Let's see the fundamental of international financials. Outbound FDI is one part of a nation's owned external Assets, alongside with Portfolio, Financial Derivatives, Others (e.g. Loans, Trade Credits), Reserves, these are standard IMF classification. Same structure on the opposite side - Liabilities - owned by foreign nations. Followings are some samples:
http://www.mof.go.jp/international_policy/reference/iip/201609a.pdf
http://bea.gov/newsreleases/international/intinv/intinvnewsrelease.htm
http://www.bundesbank.de/Redaktion/...rmoegen_quartal.en.pdf?__blob=publicationFile
http://www.singstat.gov.sg/methodologies-standards/data-dissemination-standard/national-summary-page
Therefore naturally, nations with large Assets and small Liabilities have more resources to conduct outbound FDI. Note, those owning more international assets than liabilities they owe are called Creditor Nations, largest ones are Japan, Germany, China Mainland, Hong Kong, Taiwan, Switzerland, Norway, Netherlands, Singapore, Saudi Arabia and GCC states. In the opposite it's the longer list of Debtor Nations, I'll leave it to you to find out the names, most nations are.

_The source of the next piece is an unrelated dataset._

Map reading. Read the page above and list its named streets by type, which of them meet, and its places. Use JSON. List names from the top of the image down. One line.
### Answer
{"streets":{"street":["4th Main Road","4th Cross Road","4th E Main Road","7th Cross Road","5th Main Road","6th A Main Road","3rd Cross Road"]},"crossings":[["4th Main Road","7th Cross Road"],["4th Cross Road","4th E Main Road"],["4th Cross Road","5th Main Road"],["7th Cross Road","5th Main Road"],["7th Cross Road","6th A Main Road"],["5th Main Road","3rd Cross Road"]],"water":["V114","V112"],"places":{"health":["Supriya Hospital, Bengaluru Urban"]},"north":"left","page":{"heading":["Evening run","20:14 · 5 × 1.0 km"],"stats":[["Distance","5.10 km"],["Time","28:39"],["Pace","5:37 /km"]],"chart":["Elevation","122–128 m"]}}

Moreover, Assets and Liabilities do change over time, see Current Account. Again, naturally nations with Current Account surplus have steady stream of resources to conduct outbound FDI. Nations with largest current account surplus include China Mainland, Germany, Japan, South Korea, Netherlands, Taiwan, Switzerland, Russia, Singapore, Norway. Likewise, you can find out the long list of nations with current account deficit.
The Germans accumulate huge money due to gigantic trade and current account surpluses over decades. At the beginning they bought thousands of tons of Gold. Well today they don't buy Gold, but acquire assets all over the world.
To cut the story short, Vietnam should copy from the best, mixing it with domestic ingredients, finding out a way to move forward.
To lure big US cooperations to open offices, factories, R&D centers to Vietnam is the challenge.